Mechanical deformation behavior in highly anisotropic elastomers made from ferroelectric liquid crystalline polymers

Cross-linked ferroelectric liquid crystalline polymers are studied by atomic force microscopy. Polysiloxane copolymers have been synthesized with mesogenic and photo-cross-linkable side groups, the latter connected either directly to the backbone via a short spacer or as terminal groups on a part of the mesogens. Although the polymers are otherwise identical, the restrictions imposed on the network formation process by the anisotropy of the smectic mesophase are different for the two positions of the cross-linkable group: In the first case ("intralayer cross-linking"), a predominantly two-dimensional network is formed in the backbone layers separating the smectic layers; in the second case ("interlayer cross-linking"), a primarily three-dimensional network is established which is dependent on the mesophase of cross-linking. These elastomers are prepared as thin freely suspended films in homeotropic orientation. The topography consists of plateaus separated by steps of characteristic height, corresponding to the surfaces and edges of smectic layers.

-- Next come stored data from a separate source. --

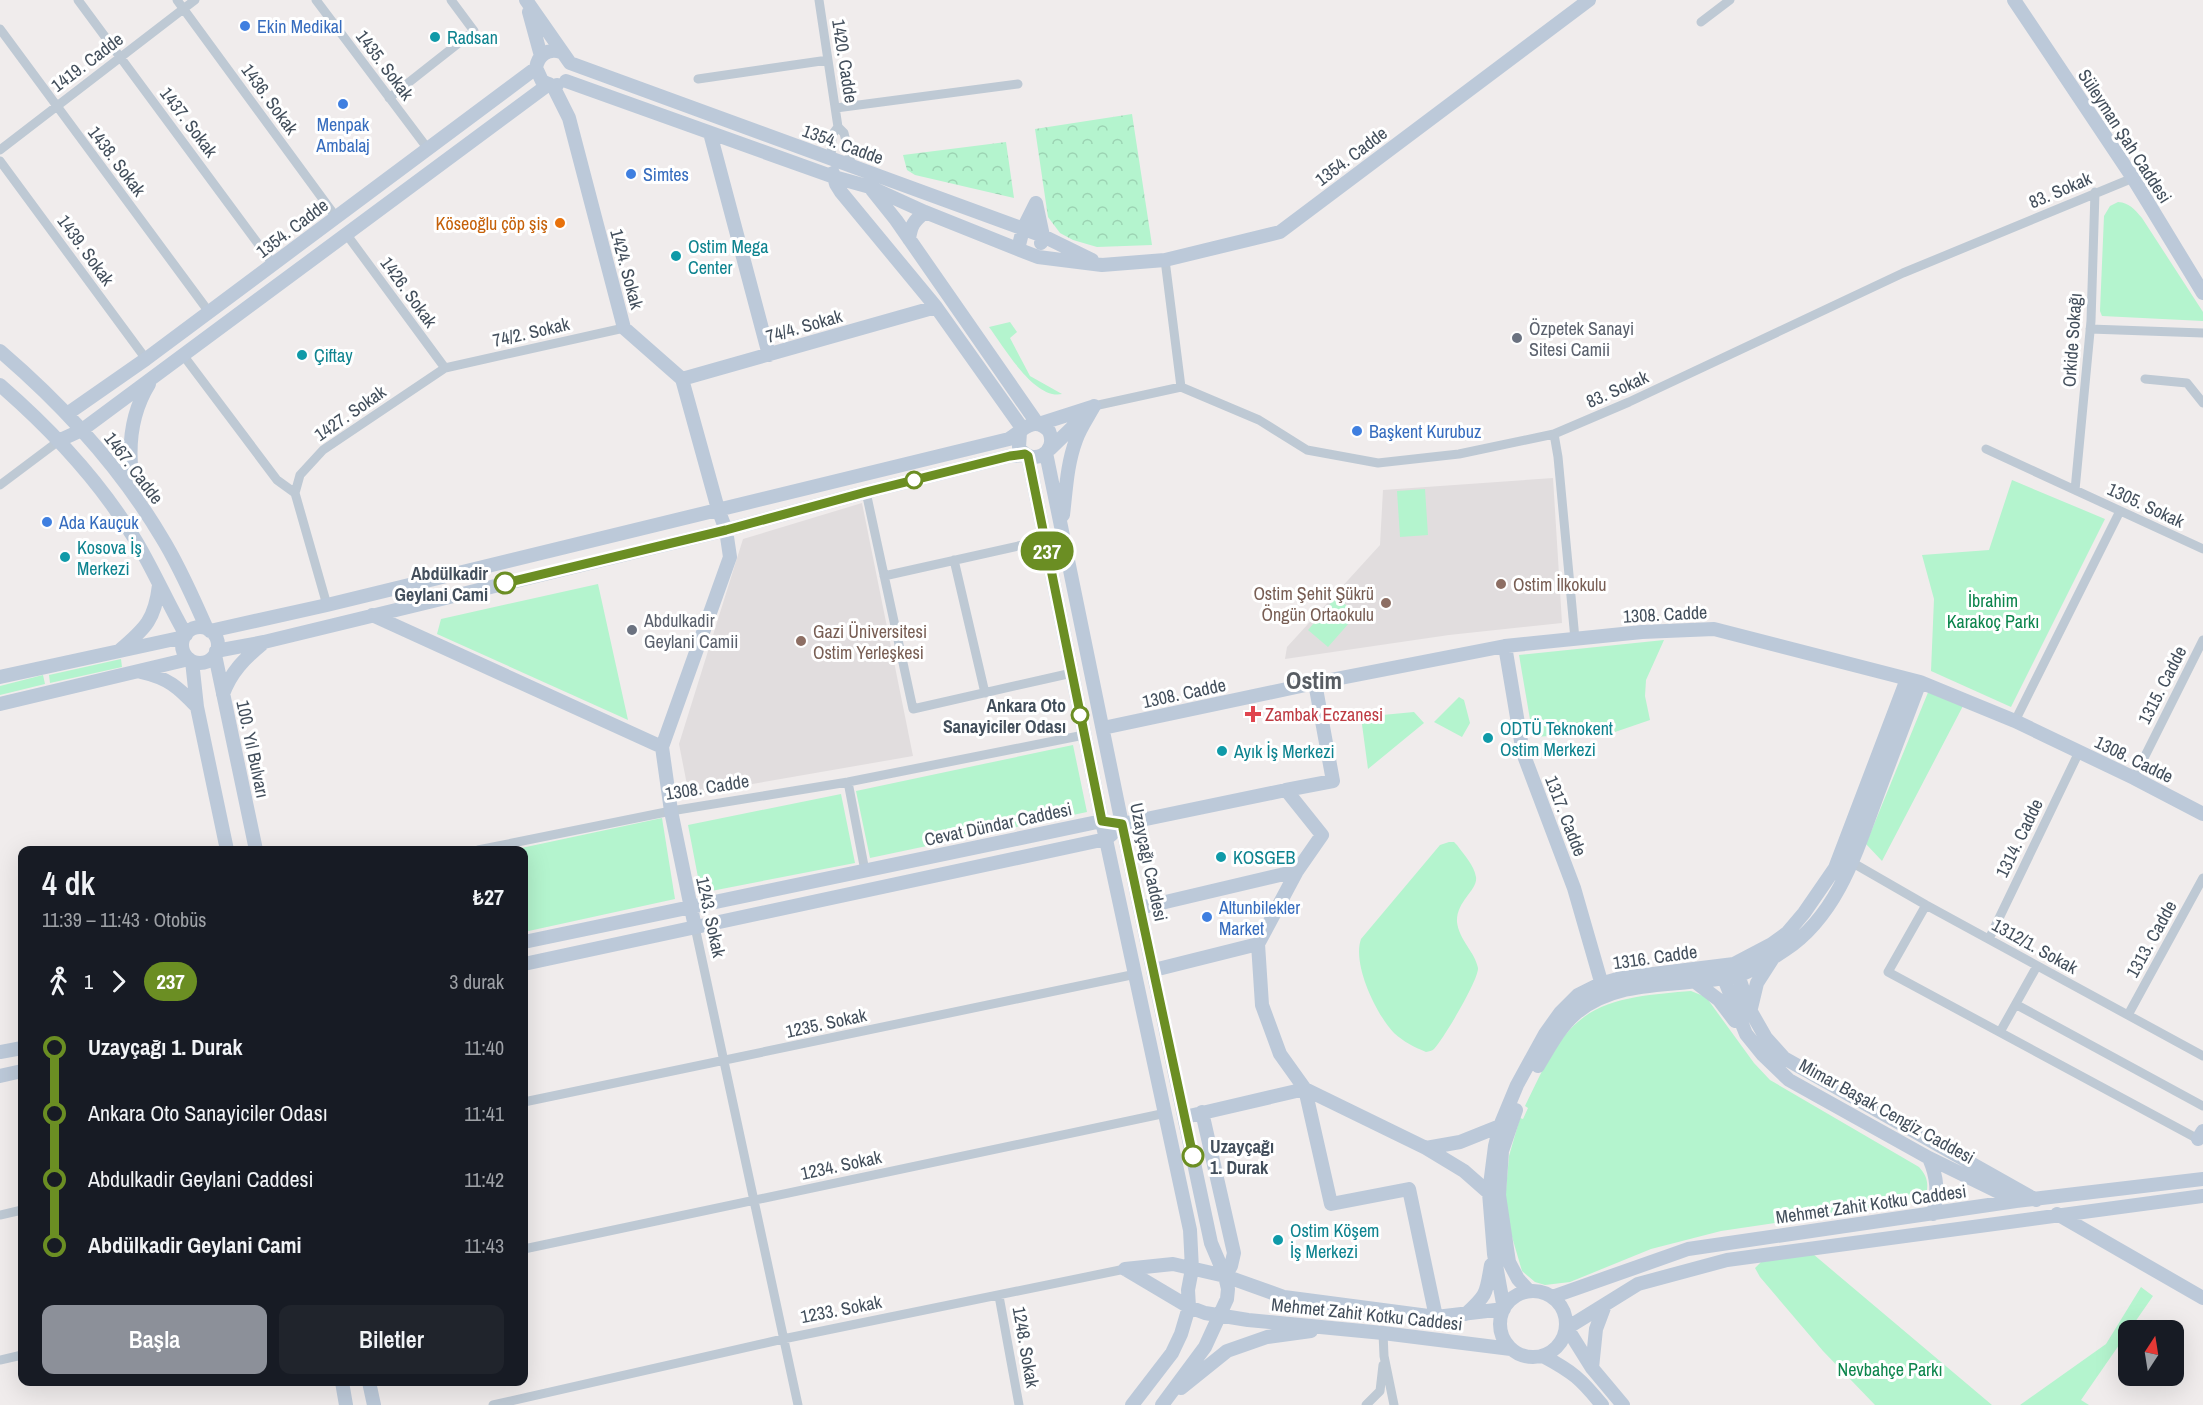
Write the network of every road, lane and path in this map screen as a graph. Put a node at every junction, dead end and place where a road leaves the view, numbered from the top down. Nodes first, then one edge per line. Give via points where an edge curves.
1 (78, 0) edge
2 (177, 0) edge
3 (195, 0) edge
4 (316, 0) edge
5 (451, 0) edge
6 (526, 0) edge
7 (819, 0) edge
8 (1589, 0) edge
9 (1730, 0) edge
10 (2014, 0) edge
11 (183, 9) junction
12 (1701, 22) dead end
13 (0, 28) edge
14 (120, 57) junction
15 (566, 57) junction
16 (828, 60) junction
17 (538, 62) junction
18 (698, 79) dead end
19 (558, 84) junction
20 (1018, 84) dead end
21 (389, 98) junction
22 (56, 106) junction
23 (836, 108) junction
24 (838, 127) junction
25 (710, 133) junction
26 (428, 149) junction
27 (0, 150) edge
28 (831, 159) junction
29 (0, 161) edge
30 (852, 167) junction
31 (834, 177) junction
32 (2133, 178) junction
33 (870, 188) junction
34 (2095, 192) junction
35 (925, 212) junction
36 (336, 217) junction
37 (1023, 229) junction
38 (347, 235) junction
39 (1043, 236) junction
40 (909, 239) junction
41 (1018, 249) junction
42 (1038, 257) junction
43 (1165, 260) junction
44 (273, 264) junction
45 (1102, 265) junction
46 (2203, 293) edge
47 (936, 307) junction
48 (209, 312) junction
49 (624, 328) junction
50 (2090, 329) junction
51 (2203, 333) edge
52 (0, 351) edge
53 (183, 355) junction
54 (768, 355) junction
55 (146, 359) junction
56 (445, 368) junction
57 (153, 377) junction
58 (682, 379) junction
59 (2145, 379) dead end
60 (0, 385) edge
61 (1181, 387) junction
62 (2203, 403) edge
63 (1094, 406) junction
64 (67, 414) junction
65 (1038, 424) junction
66 (82, 430) junction
67 (1021, 430) junction
68 (1554, 434) junction
69 (60, 440) junction
70 (1986, 449) dead end
71 (1048, 451) junction
72 (1027, 455) junction
73 (0, 485) edge
74 (2075, 490) junction
75 (866, 492) junction
76 (295, 493) junction
77 (136, 498) junction
78 (718, 509) junction
79 (2120, 511) junction
80 (726, 530) junction
81 (1062, 532) junction
82 (1045, 540) junction
83 (2203, 549) edge
84 (954, 560) junction
85 (884, 576) junction
86 (159, 585) junction
87 (327, 605) junction
88 (372, 615) junction
89 (332, 625) junction
90 (209, 630) junction
91 (185, 636) junction
92 (1575, 639) junction
93 (2203, 640) edge
94 (264, 642) junction
95 (1505, 646) junction
96 (119, 651) junction
97 (216, 653) junction
98 (190, 660) junction
99 (136, 671) junction
100 (1072, 673) junction
101 (0, 677) edge
102 (1913, 680) junction
103 (1315, 683) junction
104 (986, 693) junction
105 (223, 694) junction
106 (0, 704) edge
107 (197, 707) junction
108 (2015, 722) junction
109 (1102, 728) junction
110 (1084, 735) junction
111 (662, 747) junction
112 (2079, 752) junction
113 (2134, 778) junction
114 (848, 782) junction
115 (1286, 790) junction
116 (671, 811) junction
117 (2203, 814) edge
118 (1102, 821) junction
119 (1122, 824) junction
120 (1106, 839) junction
121 (226, 846) edge
122 (255, 846) edge
123 (498, 846) edge
124 (1852, 863) junction
125 (864, 871) junction
126 (1298, 871) junction
127 (2203, 878) edge
128 (1926, 906) junction
129 (690, 907) junction
130 (1140, 908) junction
131 (694, 927) junction
132 (1989, 939) junction
133 (528, 941) edge
134 (1258, 944) junction
135 (1774, 956) junction
136 (528, 963) edge
137 (2037, 966) junction
138 (1154, 970) junction
139 (1736, 970) junction
140 (1721, 972) junction
141 (1136, 974) junction
142 (1694, 981) junction
143 (1603, 990) junction
144 (2017, 1005) junction
145 (1750, 1010) junction
146 (2128, 1015) junction
147 (2000, 1032) junction
148 (1746, 1034) junction
149 (18, 1049) edge
150 (0, 1052) edge
151 (2203, 1056) edge
152 (722, 1062) junction
153 (18, 1072) edge
154 (0, 1076) edge
155 (1305, 1089) junction
156 (528, 1101) edge
157 (2203, 1106) edge
158 (1202, 1112) junction
159 (1166, 1113) junction
160 (1185, 1117) junction
161 (1500, 1126) junction
162 (2201, 1135) edge
163 (1426, 1148) junction
164 (1929, 1158) junction
165 (2203, 1179) edge
166 (1489, 1193) junction
167 (2203, 1196) edge
168 (2035, 1199) junction
169 (753, 1200) junction
170 (2016, 1201) junction
171 (2107, 1210) junction
172 (18, 1211) edge
173 (1933, 1214) junction
174 (0, 1215) edge
175 (2059, 1215) junction
176 (2096, 1237) junction
177 (528, 1248) edge
178 (1494, 1254) junction
179 (1125, 1269) junction
180 (1192, 1269) junction
181 (1225, 1276) junction
182 (1529, 1291) junction
183 (999, 1296) junction
184 (1552, 1297) junction
185 (2203, 1298) edge
186 (1605, 1305) junction
187 (1188, 1307) junction
188 (1504, 1309) junction
189 (1466, 1314) junction
190 (1219, 1315) junction
191 (1436, 1317) junction
192 (1332, 1327) junction
193 (1567, 1328) junction
194 (1383, 1333) junction
195 (783, 1339) junction
196 (1511, 1349) junction
197 (18, 1356) edge
198 (1384, 1356) junction
199 (1543, 1356) junction
200 (0, 1360) edge
201 (1592, 1368) junction
202 (343, 1386) edge
203 (370, 1386) edge
204 (1164, 1403) edge
205 (346, 1405) edge
206 (374, 1405) edge
207 (493, 1405) edge
208 (798, 1405) edge
209 (1019, 1405) edge
210 (1132, 1405) edge
211 (1366, 1405) edge
212 (1394, 1405) edge
213 (1602, 1405) edge
214 (1623, 1405) edge

1 - 14 street, 1437. Sokak
2 - 11 street, 1436. Sokak
3 - 11 street, 1419. Cadde
4 - 21 street, 1435. Sokak
5 - 21 street via 474,31
6 - 15 main road
6 - 17 main road
7 - 16 street, 1420. Cadde
8 - 43 main road, 1354. Cadde via 1280,232
9 - 12 street
10 - 32 main road, Süleyman Şah Caddesi
11 - 14 street, 1419. Cadde
11 - 36 street, 1436. Sokak
13 - 22 street, 1438. Sokak
14 - 22 street, 1419. Cadde
14 - 44 street, 1437. Sokak
15 - 17 main road, 1354. Cadde via 548,51
15 - 19 main road via 570,73
15 - 28 main road, 1354. Cadde
16 - 18 street
16 - 23 street, 1420. Cadde
17 - 19 main road via 542,81
17 - 26 main road, 1354. Cadde
19 - 25 main road, 1354. Cadde
19 - 38 main road, 1354. Cadde
19 - 49 main road, 1424. Sokak
20 - 23 street
21 - 26 street, 1435. Sokak
22 - 27 street, 1419. Cadde
22 - 48 street, 1438. Sokak
23 - 24 street, 1420. Cadde
24 - 28 street, 1420. Cadde via 832,135
24 - 30 street, 1420. Cadde
25 - 31 main road, 1354. Cadde
25 - 54 main road
26 - 36 main road, 1354. Cadde
28 - 30 main road, 1354. Cadde
28 - 31 main road
29 - 55 street, 1439. Sokak
30 - 33 main road
30 - 37 main road, 1354. Cadde
31 - 33 main road, 1354. Cadde
31 - 47 main road via 841,192
32 - 34 street, 83. Sokak
32 - 46 main road, Süleyman Şah Caddesi
33 - 35 main road, 1354. Cadde
33 - 40 main road
34 - 50 street, Orkide Sokağı
34 - 68 street, 83. Sokak via 1902,273
35 - 40 main road via 911,226
35 - 41 main road, 1354. Cadde
36 - 44 main road, 1354. Cadde
37 - 39 main road, 1354. Cadde
37 - 39 main road via 1036,203
37 - 41 main road
38 - 53 main road, 1354. Cadde
38 - 56 street, 1426. Sokak
39 - 42 main road
39 - 45 main road, 1354. Cadde
40 - 65 main road
41 - 42 main road, 1354. Cadde
42 - 45 main road, 1354. Cadde
43 - 45 main road, 1354. Cadde
43 - 61 street
44 - 48 main road, 1354. Cadde
47 - 54 main road, 74/4. Sokak
47 - 67 main road
48 - 55 main road, 1354. Cadde
49 - 56 street, 74/2. Sokak
49 - 58 main road, 1424. Sokak
50 - 51 street
50 - 74 street, Orkide Sokağı
52 - 64 main road, 1467. Cadde
53 - 57 main road, 1354. Cadde
53 - 76 street via 277,480
54 - 58 main road, 74/4. Sokak
55 - 64 main road, 1354. Cadde
56 - 76 street, 1427. Sokak via 323,450 300,475
57 - 66 main road, 1354. Cadde
57 - 77 main road via 135,414 130,442
58 - 78 main road
59 - 62 street via 2187,383
60 - 69 main road
61 - 63 street
61 - 68 street, 83. Sokak via 1259,420 1307,450 1378,463 1459,454
63 - 65 main road
63 - 71 main road
63 - 81 main road via 1071,456
64 - 66 main road, 1467. Cadde
64 - 69 main road
65 - 67 main road
65 - 71 main road via 1049,431 1052,443
66 - 69 main road, 1354. Cadde
66 - 77 main road, 1467. Cadde
67 - 72 main road via 1019,447
67 - 78 main road via 1009,439
68 - 92 street
69 - 73 street
69 - 86 main road via 136,541
70 - 74 street, 1305. Sokak
71 - 72 main road via 1035,458
71 - 81 main road, Uzayçağı Caddesi
72 - 75 main road
72 - 82 main road, Uzayçağı Caddesi
74 - 79 street, 1305. Sokak
75 - 80 main road
75 - 85 street
76 - 87 street
77 - 90 main road, 1467. Cadde via 163,539
78 - 80 main road
78 - 87 main road
79 - 83 street, 1305. Sokak
79 - 108 street
80 - 88 main road
80 - 111 main road via 730,557
81 - 109 main road, Uzayçağı Caddesi
82 - 84 street
82 - 100 main road, Uzayçağı Caddesi
84 - 85 street
84 - 104 street
85 - 104 street via 913,709
86 - 91 main road
86 - 96 main road via 152,617
87 - 89 main road
87 - 90 main road
88 - 89 main road
88 - 111 main road
89 - 94 main road
90 - 91 main road via 197,628
90 - 97 main road via 216,638
91 - 96 main road
91 - 98 main road via 183,651
92 - 95 main road, 1308. Cadde
92 - 102 main road, 1308. Cadde via 1714,629
93 - 113 street, 1315. Cadde
94 - 97 main road
94 - 105 main road via 236,668
95 - 103 main road, 1308. Cadde
95 - 143 main road, 1317. Cadde via 1523,753 1574,888
96 - 101 main road
97 - 98 main road via 206,662
97 - 105 main road, 100. Yıl Bulvarı
98 - 99 main road
98 - 107 main road
99 - 106 main road
99 - 107 main road via 171,682
100 - 104 street
100 - 110 main road, Uzayçağı Caddesi
102 - 108 main road, 1308. Cadde
102 - 124 main road, 1316. Cadde
102 - 139 main road, 1316. Cadde via 1835,868 1787,933
103 - 109 main road, 1308. Cadde
103 - 115 main road via 1333,781
105 - 122 main road, 100. Yıl Bulvarı
107 - 121 main road
108 - 112 main road, 1308. Cadde
109 - 119 main road, Uzayçağı Caddesi
110 - 114 street, 1308. Cadde
110 - 118 main road, Uzayçağı Caddesi
111 - 116 main road, 1243. Sokak
112 - 113 main road, 1308. Cadde
112 - 132 street, 1314. Cadde
113 - 117 main road, 1308. Cadde
114 - 116 street, 1308. Cadde
114 - 125 street
115 - 119 main road
115 - 126 main road via 1322,835
116 - 123 street, 1308. Cadde
116 - 129 main road, 1243. Sokak
118 - 119 main road, Cevat Dündar Caddesi
118 - 120 main road, Uzayçağı Caddesi
118 - 125 main road, Cevat Dündar Caddesi
119 - 120 main road
119 - 130 main road, Uzayçağı Caddesi
120 - 131 main road, Cevat Dündar Caddesi
120 - 141 main road, Uzayçağı Caddesi
124 - 128 street, 1312/1. Sokak
124 - 135 main road, 1316. Cadde via 1827,909
125 - 129 main road, Cevat Dündar Caddesi
126 - 130 main road
126 - 134 main road
127 - 146 street, 1313. Cadde
128 - 132 street, 1312/1. Sokak
128 - 147 street via 1888,972
129 - 131 main road, 1243. Sokak
129 - 133 main road, Cevat Dündar Caddesi
130 - 138 main road, Uzayçağı Caddesi
131 - 136 main road, Cevat Dündar Caddesi
131 - 152 street, 1243. Sokak
132 - 137 street, 1312/1. Sokak
134 - 138 main road
134 - 155 main road via 1262,1005 1280,1054
135 - 139 main road, 1316. Cadde
135 - 145 main road via 1757,983
137 - 144 street
137 - 146 street, 1312/1. Sokak
138 - 160 main road, Uzayçağı Caddesi
139 - 140 main road, 1316. Cadde
139 - 145 main road, Mimar Başak Cengiz Caddesi
140 - 142 main road, 1316. Cadde
140 - 143 main road, 1316. Cadde via 1621,978
140 - 148 main road, Mimar Başak Cengiz Caddesi
141 - 152 street, 1235. Sokak
141 - 159 main road, Uzayçağı Caddesi
142 - 143 main road, 1316. Cadde
142 - 148 main road via 1719,999
143 - 161 main road, 1316. Cadde via 1578,995 1555,1020 1517,1085
143 - 182 main road, 1316. Cadde via 1559,1032 1528,1083 1502,1151 1499,1195 1509,1262
144 - 147 street
144 - 157 street
145 - 168 main road, Mimar Başak Cengiz Caddesi via 1766,1038 1784,1058
146 - 151 street, 1312/1. Sokak
147 - 162 street
148 - 164 main road, Mimar Başak Cengiz Caddesi via 1789,1080
149 - 150 main road
152 - 156 street, 1235. Sokak
152 - 169 street, 1243. Sokak
153 - 154 main road
155 - 158 main road
155 - 163 main road
155 - 191 main road via 1331,1204 1409,1189
158 - 160 main road
158 - 181 main road via 1234,1253
159 - 169 street, 1234. Sokak
159 - 180 main road, Uzayçağı Caddesi via 1190,1230
160 - 181 main road, Uzayçağı Caddesi via 1211,1243
161 - 163 main road via 1460,1142
161 - 166 main road, 1316. Cadde
163 - 166 main road via 1464,1171
164 - 170 main road, Mimar Başak Cengiz Caddesi
164 - 173 main road via 1938,1186
165 - 168 main road, Mehmet Zahit Kotku Caddesi
166 - 178 main road, 1316. Cadde
167 - 171 main road, Mehmet Zahit Kotku Caddesi
168 - 170 main road, Mehmet Zahit Kotku Caddesi
168 - 175 main road, Mimar Başak Cengiz Caddesi
169 - 177 street, 1234. Sokak
169 - 195 street, 1243. Sokak
170 - 173 main road, Mehmet Zahit Kotku Caddesi
170 - 175 main road, Mimar Başak Cengiz Caddesi
171 - 175 main road, Mehmet Zahit Kotku Caddesi
171 - 176 main road via 2098,1218
172 - 174 street
173 - 184 main road, Mehmet Zahit Kotku Caddesi via 1688,1249
175 - 176 main road, Mimar Başak Cengiz Caddesi
175 - 186 main road, Mehmet Zahit Kotku Caddesi via 1727,1260 1638,1284
176 - 185 main road, Mimar Başak Cengiz Caddesi
178 - 188 main road, 1316. Cadde
178 - 189 main road via 1488,1290
179 - 180 main road, Mehmet Zahit Kotku Caddesi via 1173,1264
179 - 183 street, 1233. Sokak
179 - 187 main road
180 - 181 main road, Mehmet Zahit Kotku Caddesi
180 - 187 main road, Uzayçağı Caddesi
181 - 190 main road via 1227,1299
181 - 191 main road, Mehmet Zahit Kotku Caddesi via 1284,1297
182 - 184 main road
182 - 188 main road via 1514,1297
183 - 195 street, 1233. Sokak
183 - 209 street, 1248. Sokak
184 - 193 main road via 1564,1310
186 - 193 main road, Mehmet Zahit Kotku Caddesi
186 - 201 main road via 1596,1329
187 - 190 main road, Mehmet Zahit Kotku Caddesi
187 - 210 main road via 1172,1353
188 - 189 main road, Mehmet Zahit Kotku Caddesi
188 - 196 main road via 1500,1330
189 - 191 main road, Mehmet Zahit Kotku Caddesi
190 - 192 main road, Mehmet Zahit Kotku Caddesi
190 - 204 main road via 1205,1347
192 - 194 main road, Mehmet Zahit Kotku Caddesi
192 - 204 main road via 1267,1337 1227,1351
193 - 199 main road via 1559,1346
193 - 201 main road
194 - 196 main road, Mehmet Zahit Kotku Caddesi
194 - 198 street
195 - 207 street, 1233. Sokak
195 - 208 street, 1243. Sokak
196 - 199 main road via 1526,1357
197 - 200 street
198 - 211 street via 1380,1391
198 - 212 street
199 - 213 main road via 1569,1370
201 - 214 main road
202 - 205 main road
203 - 206 main road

If a film of "intralayer cross-linked" elastomer (network formation in the microphase-separated backbone layers) is elongated, the layers can slide on one another, showing occasional tears but no surface roughening (roughness 0.5 nm at 30% elongation). In an "interlayer cross-linked" film (network formation via the mesogens), the three-dimensional network introduces forces perpendicular to the direction of the mechanical deformation, leading to a characteristic depression pattern on the surface which indicates a distortion of the smectic order.